1機の数万円の民生用機器が、数億円の最新鋭ミサイルを浪費させる。この絶望的なまでの「コストの非対称性」は、現代の戦場を支配支配している。
ドローン戦術の普及は、単に兵器の無人化・省人化をもたらしただけではない。国家間の安全保障体制において、「防衛」という行為自体を経済的な特権階級(先進国)のみに許される贅沢品へと変質させているのである。この防衛に対するコストの現実を直視しなければ、今後の国際秩序における戦火の拡大を予測することはできないだろう。この現状が続けば兵器は拡散する。
圧倒的なコストの非対称性:数字が示す防衛の限界
現代の紛争において猛威を振るう自爆型ドローンやFPV(一人称視点)ドローンの調達コストは、驚くほど低い。例えば、イラン製のシャヘド136型ドローンは1機あたり約2万ドル(約300万円)、市販品を改造したFPVドローンに至ってはわずか500ドル(約7万5000円)程度で調達可能である。
対して、これらを空中で撃破するための旧来型の防空システムのコストは桁違いである。 米国製のパトリオット(PAC-3)ミサイルは1発あたり約400万ドル(約6億円)、比較的安価とされる携帯型防空ミサイル(スティンガー)であっても1発あたり約4000万円を要する。
図表1:攻撃と迎撃のコスト非対称性
(攻撃)
(攻撃)
(迎撃)
(迎撃)
(攻撃)
(迎撃)
500ドルの脅威を排除するために、400万ドルのミサイルを消費する。この迎撃のコスパの悪さは、マクロ経済的視点から見れば敗北に等しい。戦術として破綻している。弾薬の枯渇と国家予算の圧迫を引き起こすこの「コストの非対称性」の許容は、潤沢な防衛予算を持つ一部の先進国にしか不可能な芸当である。
アメリカ軍も、現在の中東情勢において、ドローン兵器が想像以上の脅威と被害をもたらしていると正式に認めている。
途上国に突きつけられた二者択一と「攻撃」への傾斜
この現実が、発展途上国や経済基盤の脆弱な国家にどのような選択を強いるかは明白である。高額な迎撃システムを構築・維持できない彼らに残された合理的な安全保障上の選択肢は、「防衛を捨て、より安価な攻撃兵器(ドローン)を大量配備し、相互確証破壊的な抑止力を構築する」ことのみとなる。
図表2:防衛経済学に基づく意思決定のサイクル
コスト高騰
軍拡・戦火拡大
の大量配備
→ 外的介入により上記の負のサイクルを断ち切る
ドローンの迎撃手段を持たない国家間において、双方が「安価な攻撃兵器」の増産に走ればどうなるか。

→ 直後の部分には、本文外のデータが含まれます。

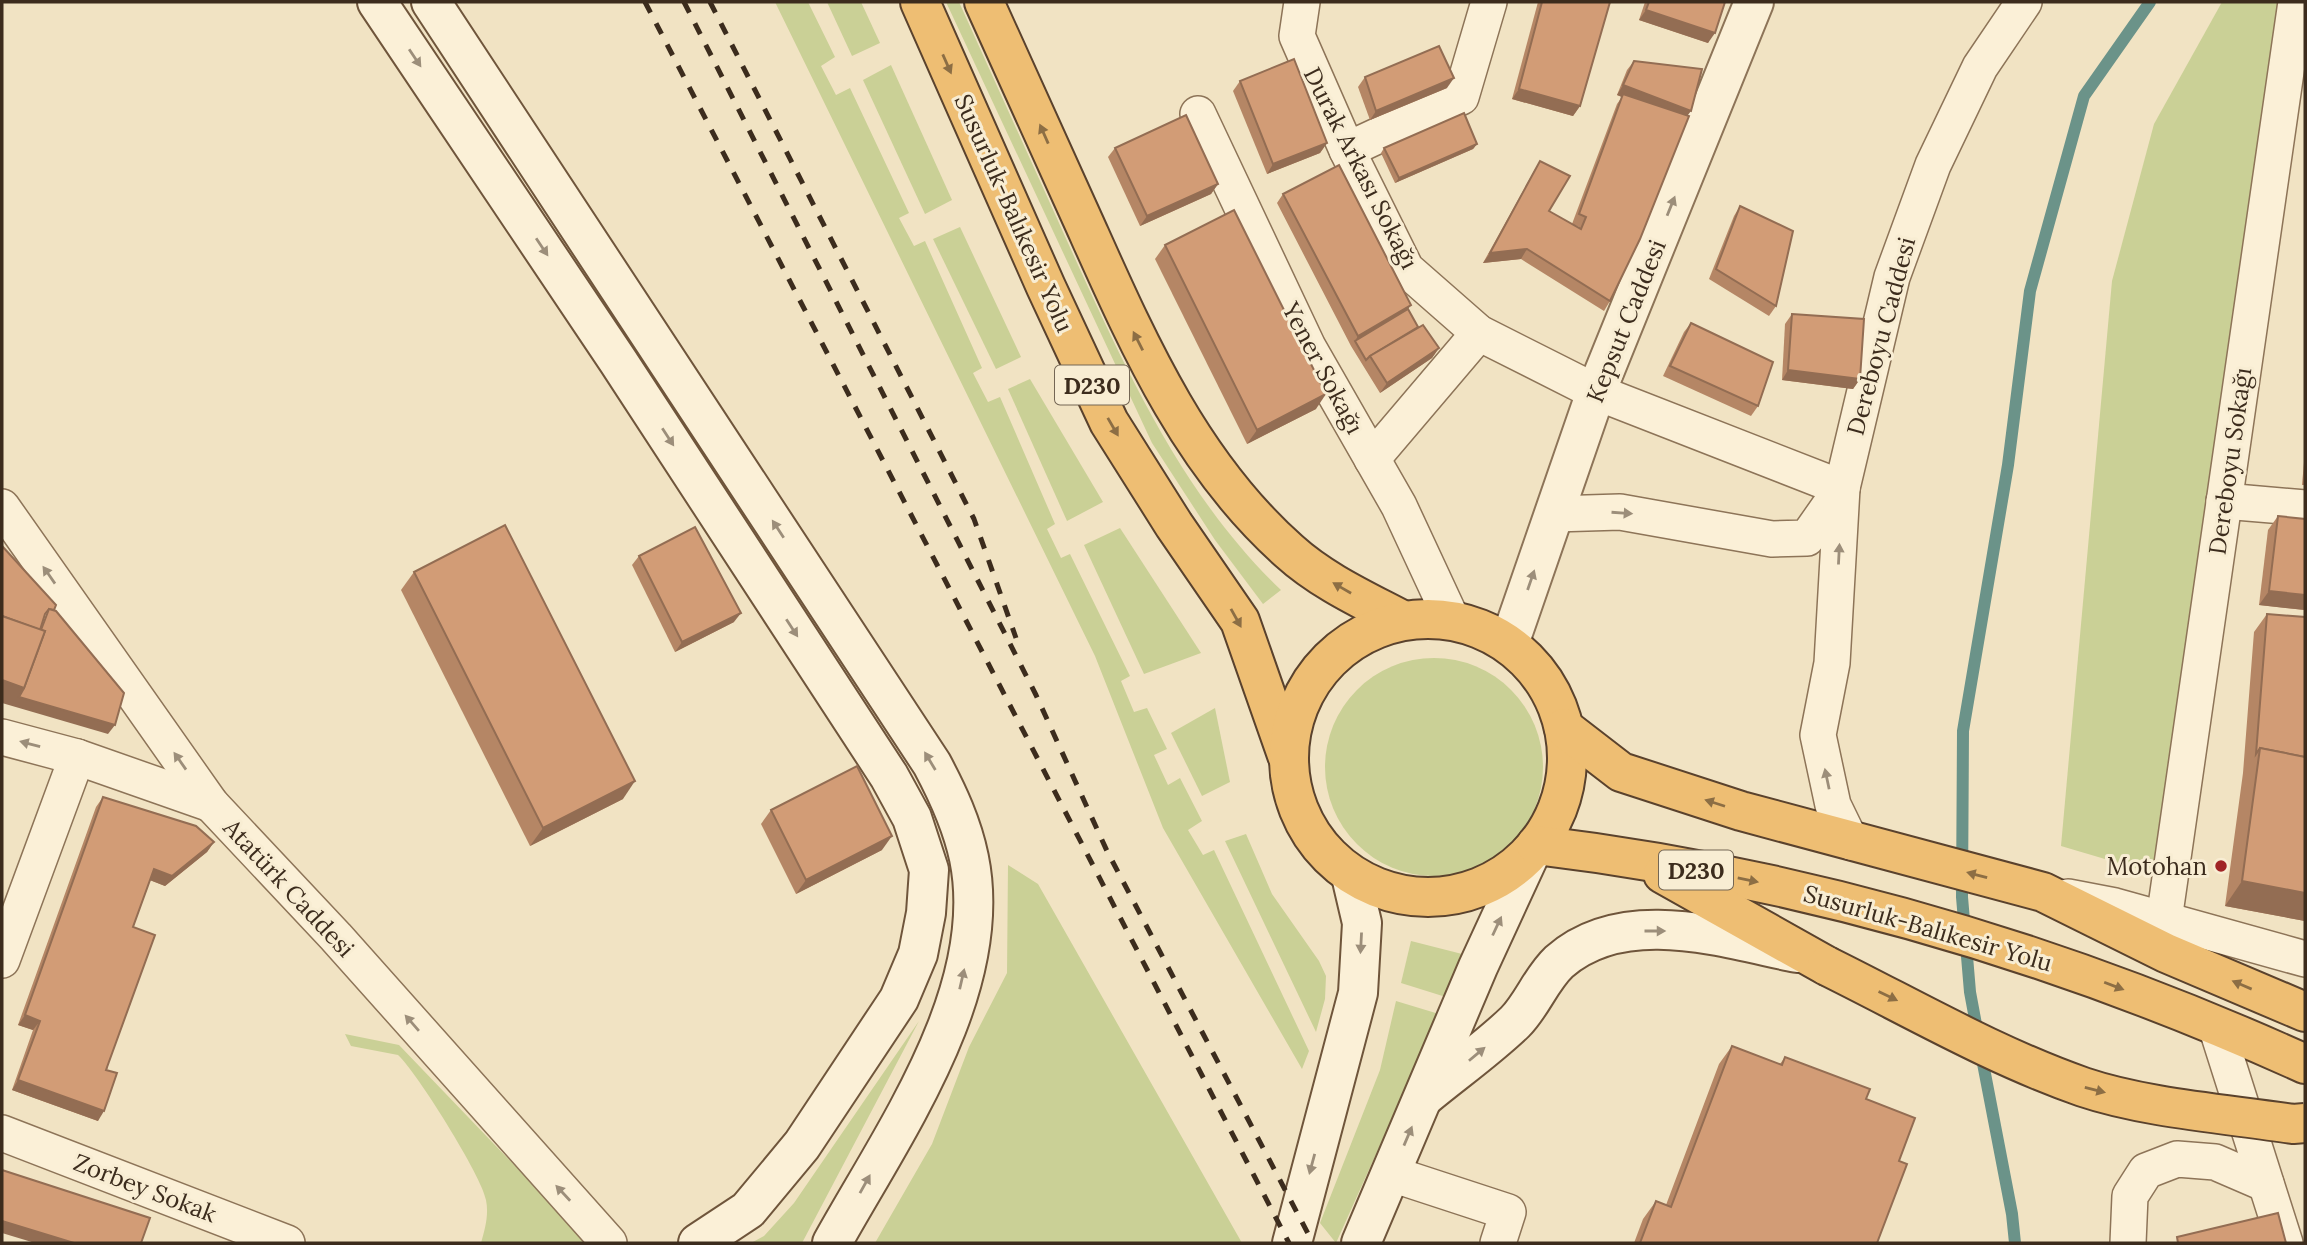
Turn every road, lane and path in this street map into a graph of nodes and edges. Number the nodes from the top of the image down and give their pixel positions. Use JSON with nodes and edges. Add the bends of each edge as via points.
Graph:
{"nodes":[{"id":1,"x":377,"y":2,"type":"edge"},
{"id":2,"x":431,"y":2,"type":"edge"},
{"id":3,"x":920,"y":2,"type":"edge"},
{"id":4,"x":1302,"y":2,"type":"edge"},
{"id":5,"x":1489,"y":2,"type":"edge"},
{"id":6,"x":1754,"y":2,"type":"edge"},
{"id":7,"x":2024,"y":2,"type":"edge"},
{"id":8,"x":2297,"y":2,"type":"edge"},
{"id":9,"x":987,"y":5,"type":"edge"},
{"id":10,"x":1198,"y":114,"type":"dead end"},
{"id":11,"x":1347,"y":150,"type":"junction"},
{"id":12,"x":1479,"y":333,"type":"junction"},
{"id":13,"x":1596,"y":392,"type":"junction"},
{"id":14,"x":1372,"y":459,"type":"junction"},
{"id":15,"x":1842,"y":488,"type":"junction"},
{"id":16,"x":2224,"y":502,"type":"junction"},
{"id":17,"x":2,"y":507,"type":"edge"},
{"id":18,"x":2305,"y":508,"type":"edge"},
{"id":19,"x":1554,"y":514,"type":"junction"},
{"id":20,"x":1402,"y":620,"type":"junction"},
{"id":21,"x":1452,"y":620,"type":"junction"},
{"id":22,"x":1509,"y":644,"type":"junction"},
{"id":23,"x":1564,"y":728,"type":"junction"},
{"id":24,"x":2,"y":737,"type":"edge"},
{"id":25,"x":1287,"y":755,"type":"junction"},
{"id":26,"x":77,"y":757,"type":"junction"},
{"id":27,"x":211,"y":804,"type":"junction"},
{"id":28,"x":1851,"y":842,"type":"junction"},
{"id":29,"x":1534,"y":849,"type":"junction"},
{"id":30,"x":1631,"y":856,"type":"junction"},
{"id":31,"x":1351,"y":876,"type":"junction"},
{"id":32,"x":2043,"y":892,"type":"junction"},
{"id":33,"x":2164,"y":920,"type":"junction"},
{"id":34,"x":2305,"y":959,"type":"edge"},
{"id":35,"x":2,"y":960,"type":"edge"},
{"id":36,"x":1818,"y":960,"type":"junction"},
{"id":37,"x":2305,"y":1012,"type":"edge"},
{"id":38,"x":2216,"y":1026,"type":"junction"},
{"id":39,"x":2305,"y":1064,"type":"edge"},
{"id":40,"x":1424,"y":1097,"type":"junction"},
{"id":41,"x":2305,"y":1123,"type":"edge"},
{"id":42,"x":2,"y":1133,"type":"edge"},
{"id":43,"x":1392,"y":1174,"type":"junction"},
{"id":44,"x":2266,"y":1184,"type":"junction"},
{"id":45,"x":287,"y":1243,"type":"edge"},
{"id":46,"x":609,"y":1243,"type":"edge"},
{"id":47,"x":698,"y":1243,"type":"edge"},
{"id":48,"x":832,"y":1243,"type":"edge"},
{"id":49,"x":1292,"y":1243,"type":"edge"},
{"id":50,"x":1361,"y":1243,"type":"edge"},
{"id":51,"x":1498,"y":1243,"type":"edge"},
{"id":52,"x":2128,"y":1243,"type":"edge"},
{"id":53,"x":2285,"y":1243,"type":"edge"}],
"edges":[{"from":1,"to":47,"type":"main road","one_way":true,"via":[[888,776],[912,818],[929,870],[918,954],[899,999],[802,1145],[748,1210]]},
{"from":48,"to":2,"type":"main road","one_way":true,"via":[[955,1012],[972,920],[970,870],[961,829],[932,764]]},
{"from":3,"to":25,"type":"highway","name":"Susurluk-Balıkesir Yolu","number":"D230","one_way":true,"via":[[1110,422],[1240,621]]},
{"from":4,"to":11,"type":"street","name":"Durak Arkası Sokağı","via":[[1297,36]]},
{"from":5,"to":11,"type":"street","via":[[1461,97]]},
{"from":13,"to":6,"type":"main road","name":"Kepsut Caddesi","one_way":true},
{"from":7,"to":15,"type":"street","name":"Dereboyu Caddesi","via":[[1980,67],[1933,165],[1892,277]]},
{"from":8,"to":16,"type":"street","name":"Dereboyu Sokağı"},
{"from":20,"to":9,"type":"highway","number":"D230","one_way":true,"via":[[1339,587],[1290,552],[1228,488],[1175,412],[1132,329]]},
{"from":10,"to":14,"type":"street","name":"Yener Sokağı","via":[[1308,347]]},
{"from":11,"to":12,"type":"street","name":"Durak Arkası Sokağı","via":[[1406,269]]},
{"from":12,"to":13,"type":"street","name":"Durak Arkası Sokağı"},
{"from":12,"to":14,"type":"street"},
{"from":13,"to":15,"type":"street","name":"Durak Arkası Sokağı"},
{"from":13,"to":19,"type":"main road","name":"Kepsut Caddesi"},
{"from":14,"to":21,"type":"street","name":"Yener Sokağı"},
{"from":19,"to":15,"type":"street","one_way":true,"via":[[1620,512],[1772,539],[1807,538]]},
{"from":28,"to":15,"type":"street","one_way":true,"via":[[1833,805],[1818,735],[1832,663]]},
{"from":16,"to":18,"type":"street"},
{"from":16,"to":33,"type":"street","name":"Dereboyu Sokağı"},
{"from":27,"to":17,"type":"street","name":"Atatürk Caddesi","one_way":true},
{"from":22,"to":19,"type":"main road","name":"Kepsut Caddesi","one_way":true},
{"from":20,"to":21,"type":"highway"},
{"from":20,"to":25,"type":"highway","via":[[1358,637],[1321,667],[1297,708]]},
{"from":21,"to":22,"type":"highway"},
{"from":22,"to":23,"type":"highway","via":[[1534,667],[1553,696]]},
{"from":28,"to":23,"type":"highway","one_way":true,"via":[[1621,772]]},
{"from":23,"to":29,"type":"highway","via":[[1566,772],[1555,815]]},
{"from":26,"to":24,"type":"street","one_way":true},
{"from":25,"to":31,"type":"highway","via":[[1294,802],[1316,844]]},
{"from":26,"to":27,"type":"street"},
{"from":26,"to":35,"type":"street"},
{"from":46,"to":27,"type":"street","name":"Atatürk Caddesi","one_way":true},
{"from":32,"to":28,"type":"highway","one_way":true},
{"from":29,"to":30,"type":"highway","name":"Susurluk-Balıkesir Yolu","number":"D230"},
{"from":29,"to":31,"type":"highway","via":[[1501,878],[1465,893],[1426,899],[1387,893]]},
{"from":40,"to":29,"type":"main road","one_way":true},
{"from":30,"to":36,"type":"highway"},
{"from":30,"to":38,"type":"highway","name":"Susurluk-Balıkesir Yolu","number":"D230","one_way":true,"via":[[1854,902],[2050,961]]},
{"from":31,"to":49,"type":"main road","one_way":true,"via":[[1363,923],[1359,993]]},
{"from":32,"to":33,"type":"street"},
{"from":37,"to":32,"type":"highway","one_way":true,"via":[[2166,953]]},
{"from":33,"to":34,"type":"street"},
{"from":40,"to":36,"type":"main road","one_way":true,"via":[[1517,1021],[1559,962],[1620,933],[1689,932]]},
{"from":36,"to":41,"type":"highway","one_way":true,"bridge":true,"via":[[2012,1058],[2083,1087]]},
{"from":38,"to":39,"type":"highway","name":"Susurluk-Balıkesir Yolu","number":"D230"},
{"from":38,"to":44,"type":"street"},
{"from":43,"to":40,"type":"main road","one_way":true},
{"from":42,"to":45,"type":"street","name":"Zorbey Sokak"},
{"from":43,"to":50,"type":"main road"},
{"from":43,"to":51,"type":"street","via":[[1508,1212]]},
{"from":44,"to":52,"type":"street","via":[[2215,1162],[2177,1159],[2146,1171],[2130,1196]]},
{"from":44,"to":53,"type":"street"}]}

結果として生じるのは、際限のないドローン軍拡競争と、僅かな摩擦が大規模なインフラ破壊の応酬へと発展する「戦火の拡大」である。迎撃手段の欠如は、紛争のハードルを極端に押し下げる要因となる。
「金儲けの下心」でも拡散への抑止力になれる
この破滅的な兵器拡散の連鎖を断ち切るためには、新たな考え方が必要である。それは、先進国による「低コストな迎撃システム」の開発と、途上国への輸出(拡散)である。
現在、軍需産業を抱える先進各国では、高出力レーザー兵器(DEW)やマイクロ波兵器、あるいは安価な迎撃用ドローンなど、1発あたりの迎撃コストを数ドルから数千ドルに抑える次世代防空システムの実用化が進められている。製造コストは非常に高いが、運用コストの低い選択肢だ。
これらを途上国へ輸出する背景に、軍需産業の「金儲けという下心」や、先進国による影響力拡大の意図があったとしても、国際社会全体から見れば極めて合理的な安全保障のメカニズムとして機能する。防衛産業の利益追求が原動力であっても、結果として「安価な矛」に対する「安価な盾」が世界中に普及すれば、ドローンによる先制攻撃の有効性は著しく低下し、戦火の拡大に対する強力な歯止めとなるからだ。
倫理的・道義的な議論は一旦脇に置く必要がある。現代の安全保障において、兵器の拡散を防ぐ手段が「防衛システムの意図的な拡散」であるという逆説は、おそらく事実であろう。先進国がその技術的優位性と防衛ビジネスのエコシステムを駆使し、低コストなドローン迎撃網を市場に供給し続けない限り、非対称なコストがもたらす紛争の連鎖・拡大を止めることはできない。
日本においても、迎撃システムを円借款とセットで防衛システムの導入支援を行う議論を多くの人が行うべきだろう。殺傷兵器との輸出とは別軸の話であるはずだ。